Il affirme ne pas en avoir contre la transparence, comme le fait de donner suffisamment de temps aux membres pour prendre connaissance du contenu d'une entente de principe et pour voter, ni contre les règles touchant l'accès aux états financiers vérifiés d'un syndicat, mais le projet de loi va plus loin, en restreignant ce à quoi pourront servir les cotisations syndicales.
«Donc, ce ne sont plus nécessairement les membres qui se prononcent, mais c'est le gouvernement qui décide ce qui est facultatif ou pas» dans l'utilisation des cotisations syndicales, déplore M. Gingras..
La présidente de la FTQ, Magali Picard, décrit l'héritage du gouvernement Legault comme celui de «la division et du chaos». Elle lui reproche de se chercher des boucs émissaires, alors qu'il est à la traîne dans les sondages.
La présidente de la CSN, Caroline Senneville, renchérit: « s'il y a bien quelqu'un qui ne peut pas faire de leçon de transparence et de bonne gestion, c'est ce gouvernement. Après les scandales comme SAAQclic et Northvolt, c'est fort en café de nous faire croire que l'urgence est de venir jouer dans la gestion des affaires syndicales».

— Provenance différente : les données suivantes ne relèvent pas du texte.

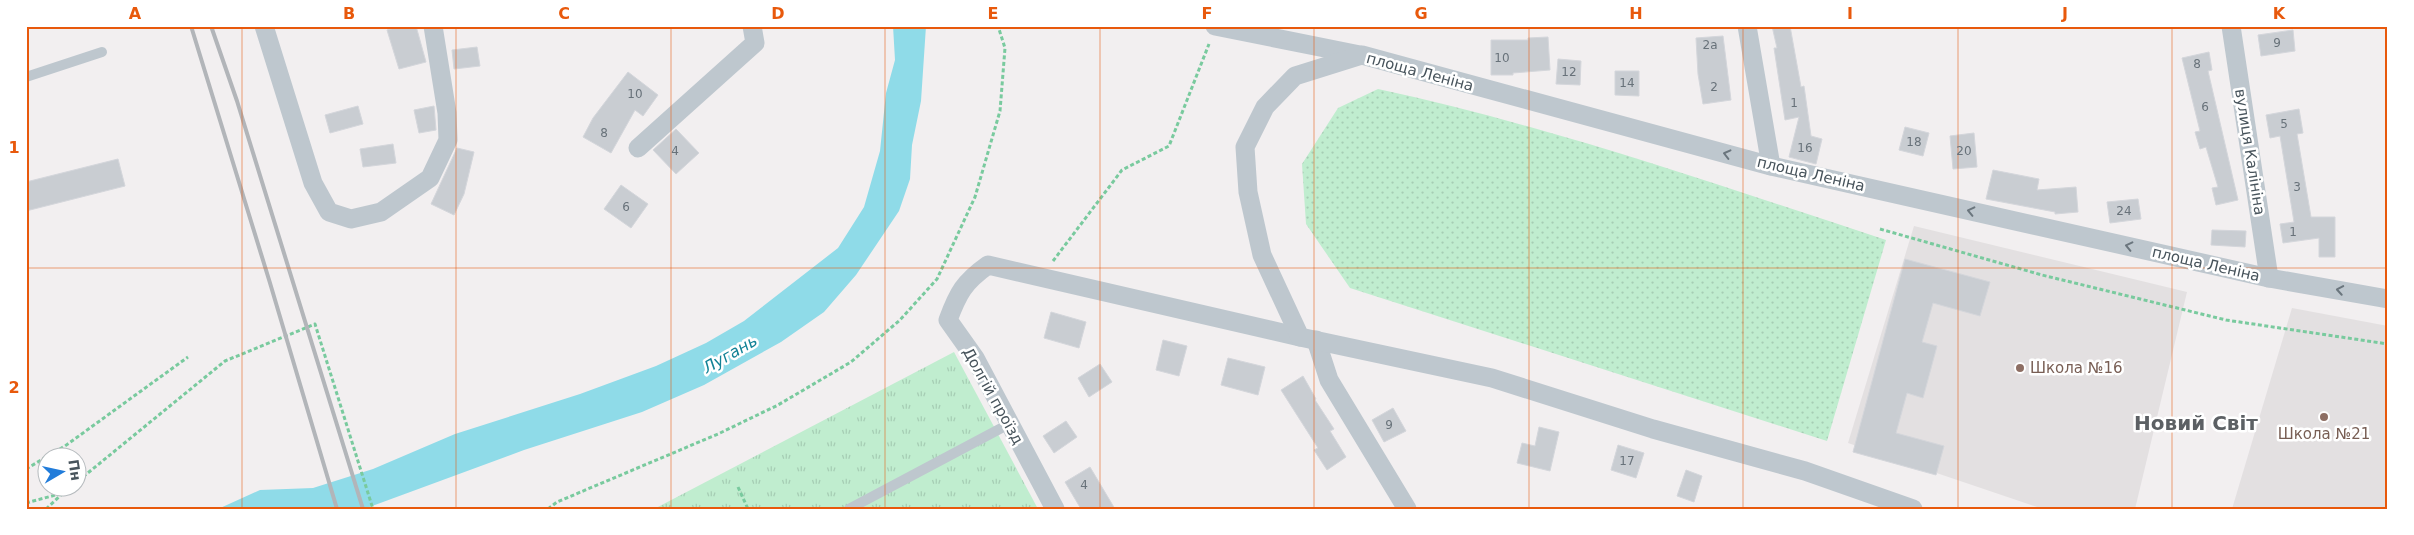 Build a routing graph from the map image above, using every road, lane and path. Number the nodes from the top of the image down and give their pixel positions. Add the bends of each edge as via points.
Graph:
1 (264, 26) edge
2 (433, 26) edge
3 (752, 26) edge
4 (998, 26) edge
5 (1216, 26) edge
6 (1747, 26) edge
7 (2230, 26) edge
8 (102, 52) dead end
9 (1362, 55) junction
10 (26, 76) edge
11 (638, 148) dead end
12 (1771, 166) junction
13 (1880, 228) dead end
14 (1040, 277) junction
15 (2269, 278) junction
16 (2388, 299) edge
17 (1308, 338) junction
18 (2388, 344) edge
19 (188, 357) dead end
20 (1009, 424) junction
21 (26, 469) edge
22 (88, 473) edge
23 (738, 487) dead end
24 (44, 498) edge
25 (58, 498) edge
26 (26, 503) edge
27 (46, 509) edge
28 (372, 509) edge
29 (548, 509) edge
30 (748, 509) edge
31 (849, 509) edge
32 (1055, 509) edge
33 (1407, 509) edge
34 (1913, 509) edge

1 - 2 street via 314,183 329,212 351,219 380,212 430,178 448,140 447,112
3 - 11 street via 755,43
4 - 29 path via 1005,48 1000,111 975,197 938,279 900,320 851,362 778,404 709,438 557,502
5 - 9 street
5 - 14 path via 1169,146 1122,170
6 - 12 street
7 - 15 street, вулиця Калініна
8 - 10 lane
12 -> 9 street, площа Леніна
9 - 17 street, площа Леніна via 1295,76 1265,108 1245,148 1248,192 1262,255
15 -> 12 street, площа Леніна
13 - 18 path via 2042,275 2226,320
14 - 17 street
14 - 20 street, Долгій проїзд via 988,265 972,276 958,294 948,320 975,358
16 -> 15 street, площа Леніна
17 - 33 street, площа Леніна via 1329,380
17 - 34 street via 1492,378 1653,429 1805,471
19 - 21 path via 65,446
20 - 31 lane
20 - 32 street, Долгій проїзд
22 - 28 path via 225,361 315,324
23 - 30 path
24 - 26 path
25 - 27 path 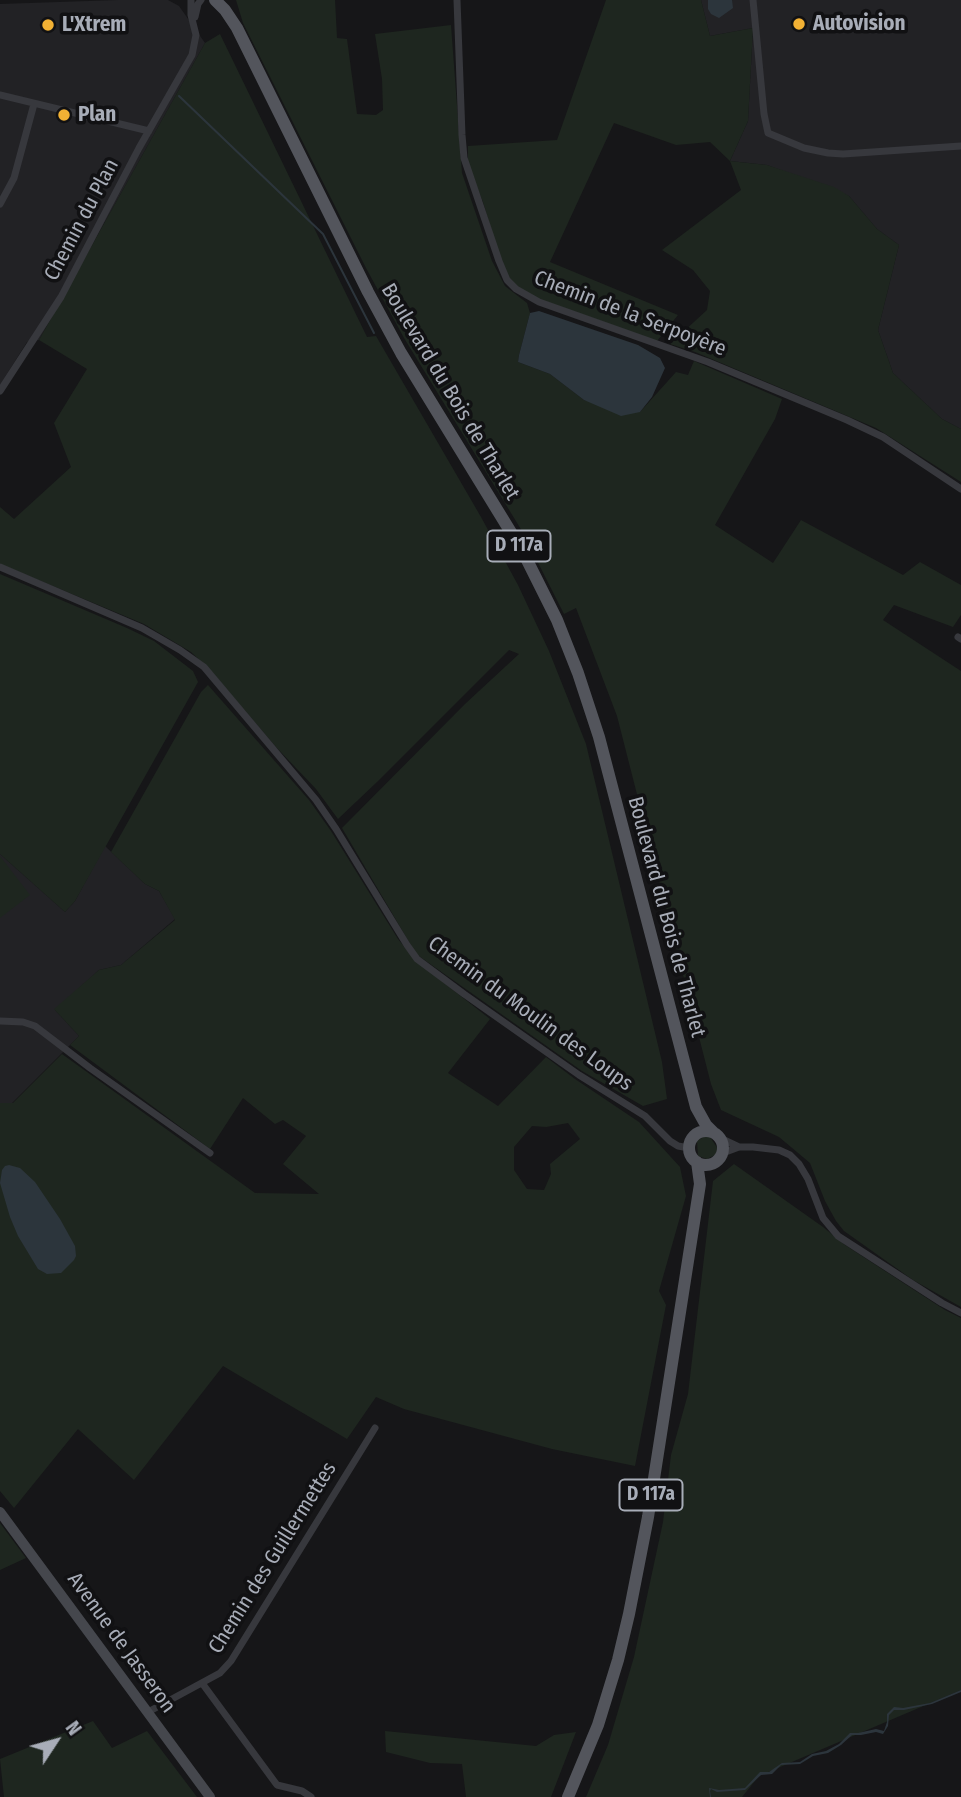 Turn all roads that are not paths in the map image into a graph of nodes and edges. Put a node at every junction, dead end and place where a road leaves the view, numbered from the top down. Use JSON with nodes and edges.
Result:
{"nodes":[{"id":1,"x":191,"y":0,"type":"edge"},
{"id":2,"x":201,"y":0,"type":"edge"},
{"id":3,"x":215,"y":0,"type":"edge"},
{"id":4,"x":231,"y":0,"type":"edge"},
{"id":5,"x":457,"y":0,"type":"edge"},
{"id":6,"x":753,"y":0,"type":"edge"},
{"id":7,"x":194,"y":21,"type":"junction"},
{"id":8,"x":237,"y":28,"type":"junction"},
{"id":9,"x":0,"y":95,"type":"edge"},
{"id":10,"x":34,"y":104,"type":"junction"},
{"id":11,"x":149,"y":131,"type":"junction"},
{"id":12,"x":961,"y":146,"type":"edge"},
{"id":13,"x":0,"y":204,"type":"edge"},
{"id":14,"x":0,"y":391,"type":"edge"},
{"id":15,"x":961,"y":489,"type":"edge"},
{"id":16,"x":0,"y":567,"type":"edge"},
{"id":17,"x":0,"y":1021,"type":"edge"},
{"id":18,"x":696,"y":1107,"type":"junction"},
{"id":19,"x":717,"y":1135,"type":"junction"},
{"id":20,"x":692,"y":1142,"type":"junction"},
{"id":21,"x":739,"y":1147,"type":"junction"},
{"id":22,"x":210,"y":1153,"type":"dead end"},
{"id":23,"x":723,"y":1153,"type":"junction"},
{"id":24,"x":696,"y":1162,"type":"junction"},
{"id":25,"x":712,"y":1164,"type":"junction"},
{"id":26,"x":700,"y":1184,"type":"junction"},
{"id":27,"x":961,"y":1313,"type":"edge"},
{"id":28,"x":375,"y":1428,"type":"dead end"},
{"id":29,"x":0,"y":1512,"type":"edge"},
{"id":30,"x":202,"y":1683,"type":"junction"},
{"id":31,"x":148,"y":1712,"type":"junction"},
{"id":32,"x":210,"y":1797,"type":"edge"},
{"id":33,"x":312,"y":1797,"type":"edge"},
{"id":34,"x":568,"y":1797,"type":"edge"}],
"edges":[{"from":1,"to":7,"type":"street","name":"Chemin du Plan"},
{"from":2,"to":7,"type":"street","name":"Chemin du Plan"},
{"from":3,"to":8,"type":"main road","name":"Boulevard du Bois de Tharlet","number":"D 117a"},
{"from":4,"to":8,"type":"main road","name":"Boulevard du Bois de Tharlet","number":"D 117a"},
{"from":5,"to":15,"type":"street","name":"Chemin de la Serpoyère"},
{"from":6,"to":12,"type":"street"},
{"from":7,"to":11,"type":"street","name":"Chemin du Plan"},
{"from":8,"to":18,"type":"main road","name":"Boulevard du Bois de Tharlet","number":"D 117a"},
{"from":9,"to":10,"type":"street"},
{"from":10,"to":11,"type":"street"},
{"from":10,"to":13,"type":"street"},
{"from":11,"to":14,"type":"street","name":"Chemin du Plan"},
{"from":16,"to":20,"type":"street","name":"Chemin du Moulin des Loups"},
{"from":17,"to":22,"type":"street"},
{"from":18,"to":19,"type":"main road","name":"Boulevard du Bois de Tharlet","number":"D 117a"},
{"from":18,"to":20,"type":"main road","name":"Boulevard du Bois de Tharlet","number":"D 117a"},
{"from":19,"to":20,"type":"main road"},
{"from":19,"to":21,"type":"street"},
{"from":19,"to":23,"type":"main road"},
{"from":20,"to":24,"type":"main road"},
{"from":21,"to":23,"type":"street"},
{"from":21,"to":27,"type":"street"},
{"from":23,"to":25,"type":"main road"},
{"from":24,"to":25,"type":"main road"},
{"from":24,"to":26,"type":"main road","number":"D 117a"},
{"from":25,"to":26,"type":"main road","number":"D 117a"},
{"from":26,"to":34,"type":"main road","number":"D 117a"},
{"from":28,"to":30,"type":"street","name":"Chemin des Guillermettes"},
{"from":29,"to":31,"type":"main road","name":"Avenue de Jasseron"},
{"from":30,"to":31,"type":"street","name":"Chemin des Guillermettes"},
{"from":30,"to":33,"type":"street"},
{"from":31,"to":32,"type":"main road","name":"Avenue de Jasseron"}]}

L'Alliance du personnel professionnel et technique de la santé et des services sociaux (APTS) évoque une «attaque désespérée».

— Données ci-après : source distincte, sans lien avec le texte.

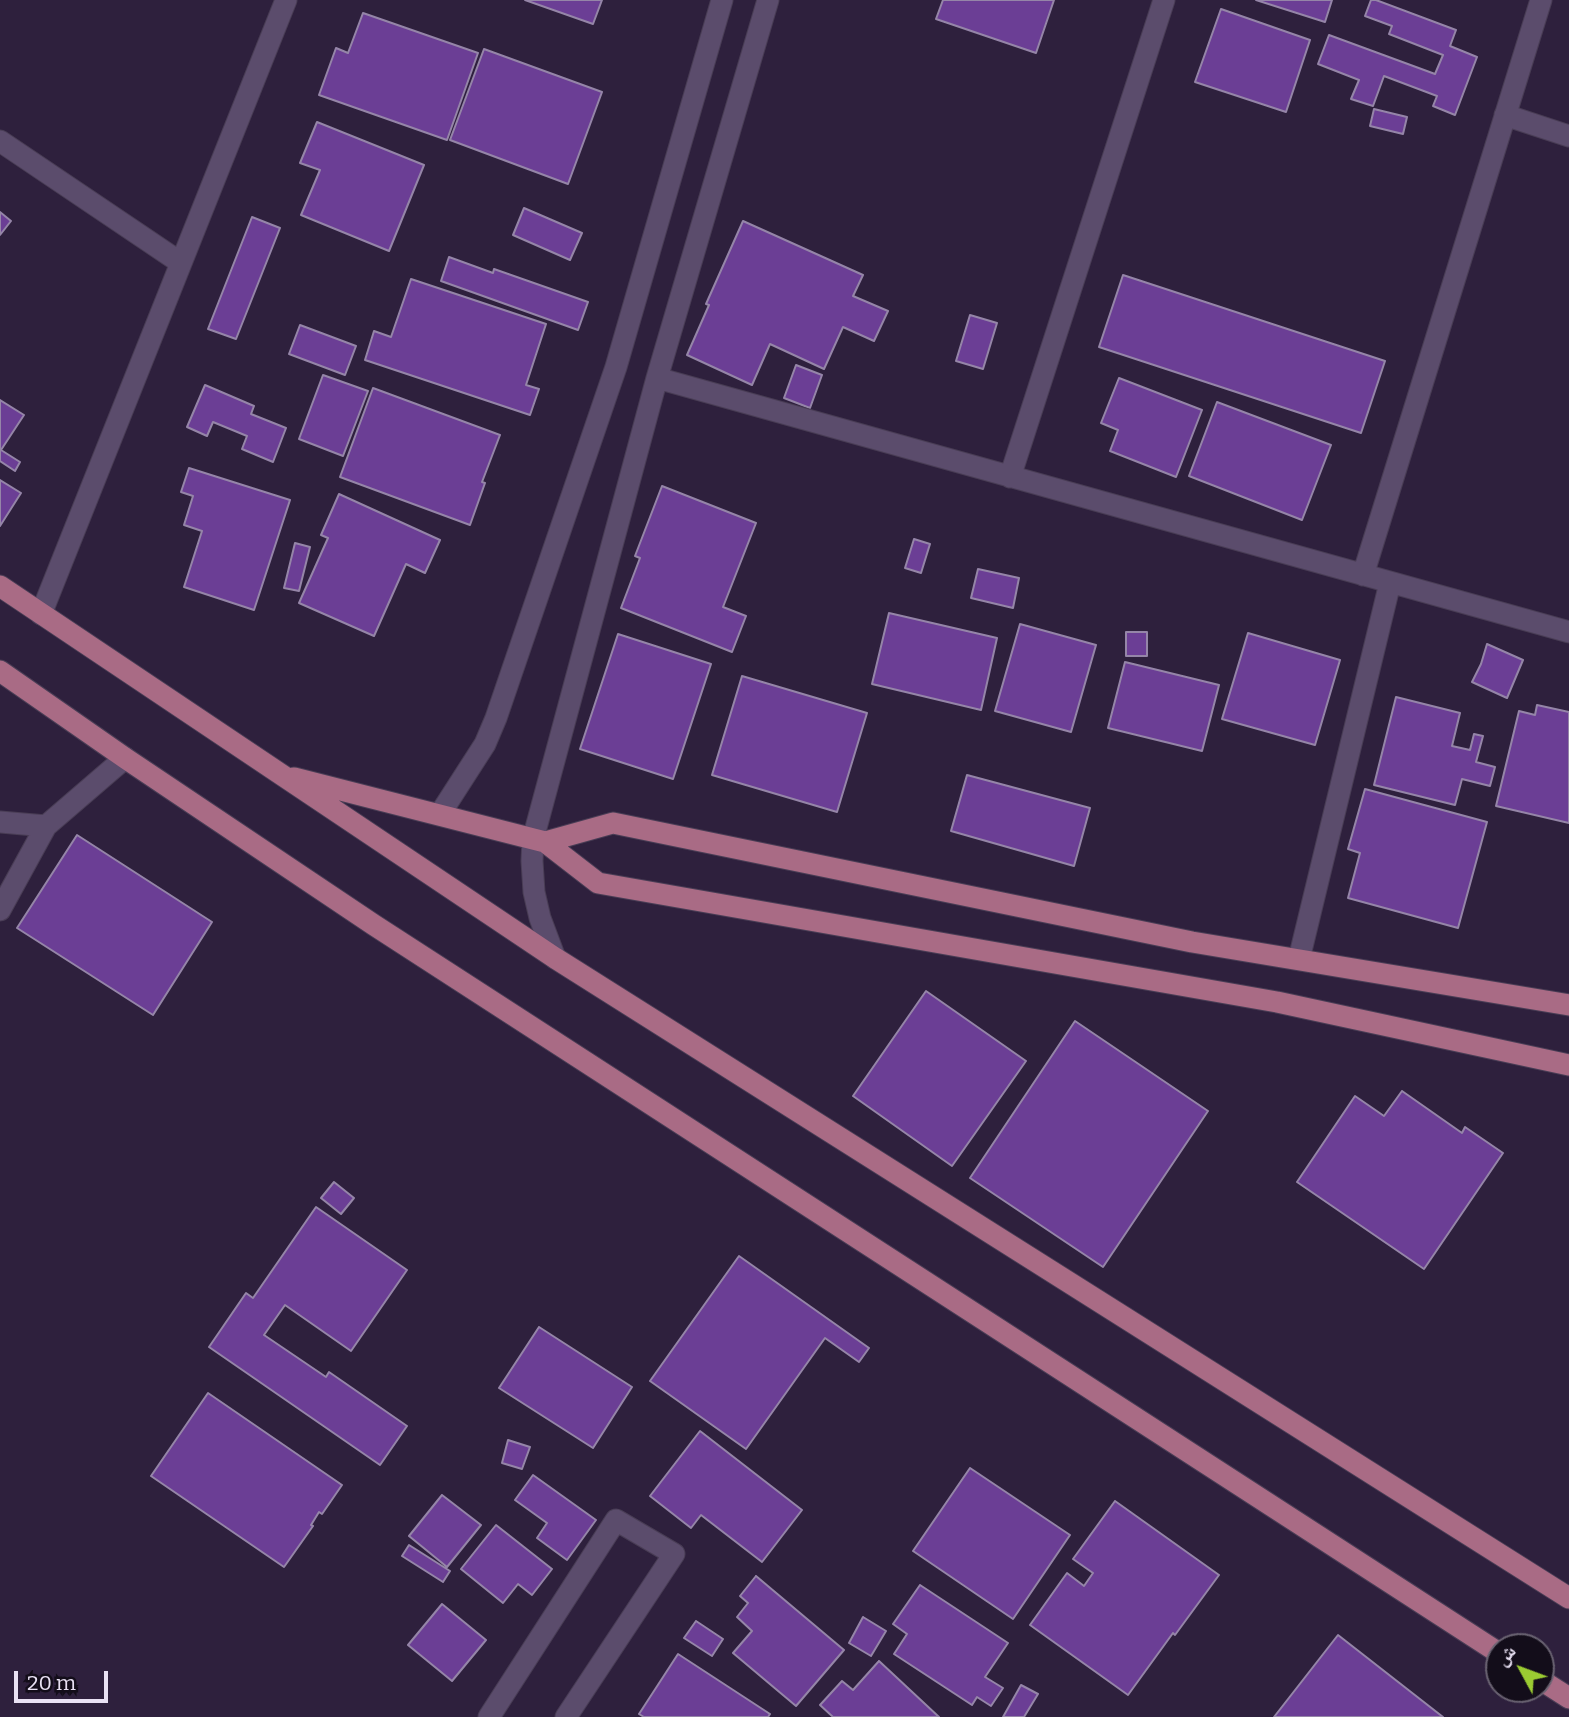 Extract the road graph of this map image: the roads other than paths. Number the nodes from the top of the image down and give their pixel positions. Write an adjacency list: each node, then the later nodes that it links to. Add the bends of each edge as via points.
1 (286, 0): 9 (street)
2 (722, 0): 20 (street, via 616,367 501,705 485,744)
3 (768, 0): 10 (street)
4 (1164, 0): 11 (street)
5 (1541, 0): 6 (street)
6 (1505, 115): 7 (street); 12 (street)
7 (1569, 136)
8 (0, 141): 9 (street)
9 (181, 263): 15 (street)
10 (657, 378): 11 (street); 23 (street)
11 (1010, 477): 12 (street)
12 (1363, 575): 13 (street)
13 (1390, 583): 16 (street); 26 (street)
14 (0, 586): 15 (main road)
15 (41, 614): 19 (main road)
16 (1569, 632)
17 (0, 671): 18 (main road)
18 (125, 758): 22 (street); 30 (main road, via 374,925)
19 (280, 775): 20 (main road); 25 (main road)
20 (440, 814): 23 (main road)
21 (0, 822): 22 (street)
22 (46, 826): 24 (street)
23 (539, 840): 25 (street, via 532,861 534,892); 26 (main road, via 613,823 1192,942); 28 (main road, via 598,883 1277,1003)
24 (0, 910)
25 (555, 958): 29 (main road)
26 (1299, 959): 27 (main road)
27 (1569, 1005)
28 (1569, 1065)
29 (1569, 1598)
30 (1485, 1644)
31 (489, 1717): 32 (street, via 616,1520 674,1554)
32 (566, 1717)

En entrevue, sa vice-présidente, Émilie Charbonneau, a déploré que «le gouvernement s'ingère dans la démocratie syndicale et tente de donner des leçons aux syndicats sur des choses que lui-même n'est pas en mesure de faire, c'est-à-dire de la transparence et de la rigueur budgétaire».
À la Centrale des syndicats démocratiques (CSD), le président Luc Vachon en rajoute: «soyons francs au moins, ce projet de loi ne vise pas véritablement la transparence: il cherche à faire taire les contre-pouvoirs. Il vise à enlever les moyens de s’opposer et à concentrer toujours plus de décisions entre les mains du gouvernement et à réduire la portée du mouvement syndical».

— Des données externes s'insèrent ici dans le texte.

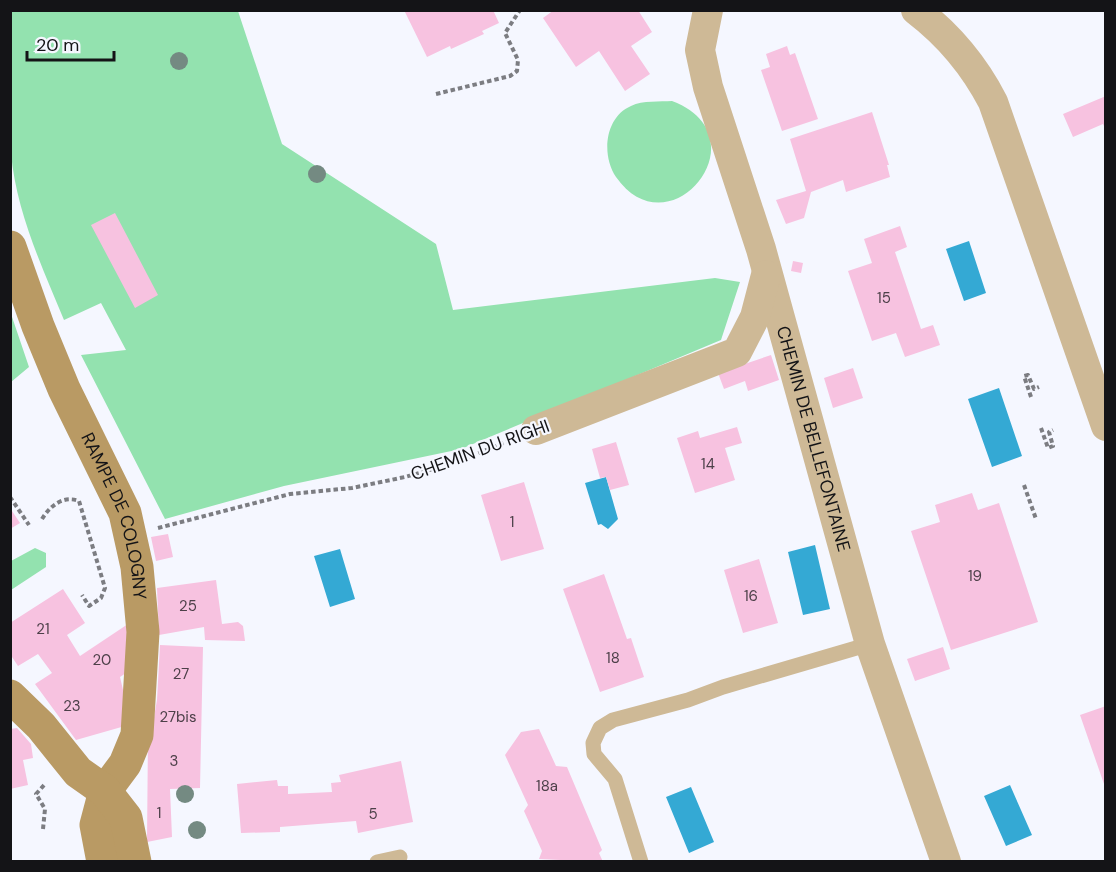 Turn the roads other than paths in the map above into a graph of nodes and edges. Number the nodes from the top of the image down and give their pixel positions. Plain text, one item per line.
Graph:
1 (708, 10) edge
2 (916, 10) edge
3 (10, 247) edge
4 (766, 272) junction
5 (1106, 426) edge
6 (536, 430) road end
7 (870, 644) junction
8 (10, 696) edge
9 (105, 791) junction
10 (400, 857) dead end
11 (103, 861) edge
12 (135, 861) edge
13 (377, 861) edge
14 (641, 861) edge
15 (946, 861) edge

1 - 4 street, CHEMIN DE BELLEFONTAINE
2 - 5 street
3 - 9 street, RAMPE DE COLOGNY
4 - 6 street, CHEMIN DU RIGHI
4 - 7 street, CHEMIN DE BELLEFONTAINE
7 - 14 lane
7 - 15 street, CHEMIN DE BELLEFONTAINE
8 - 9 street
9 - 11 street
9 - 12 street
10 - 13 lane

Le président du Syndicat des professionnels du gouvernement du Québec (SPGQ), Guillaume Bouvrette, reproche au gouvernement de s'être cherché «un méchant sur qui tirer pour détourner l’attention de ses échecs majeurs, comme Northvolt, Recyclage Carbone Varennes, SAAQclic et Lion Électrique. Il a décidé que ce serait les syndicats.»
La présidente de la Fédération autonome de l'enseignement, Mélanie Hubert, reproche au ministre du Travail d'utiliser «des cas isolés et de les généraliser pour en faire un projet de loi mur à mur, et ce, pour des raisons idéologiques».
Employeurs et autres
Les associations qui représentent des employeurs se sont cependant réjouies.
La Fédération des chambres de commerce du Québec salue l'«approche modérée» qui rendra une partie des cotisations syndicales facultatives. «Comme les entreprises qui font face à de plus en plus d'obligations, de reddition de comptes et de transparence, il est normal que les syndicats aussi aient à se conformer à de nouvelles exigences», a opiné Véronique Proulx, présidente-directrice générale.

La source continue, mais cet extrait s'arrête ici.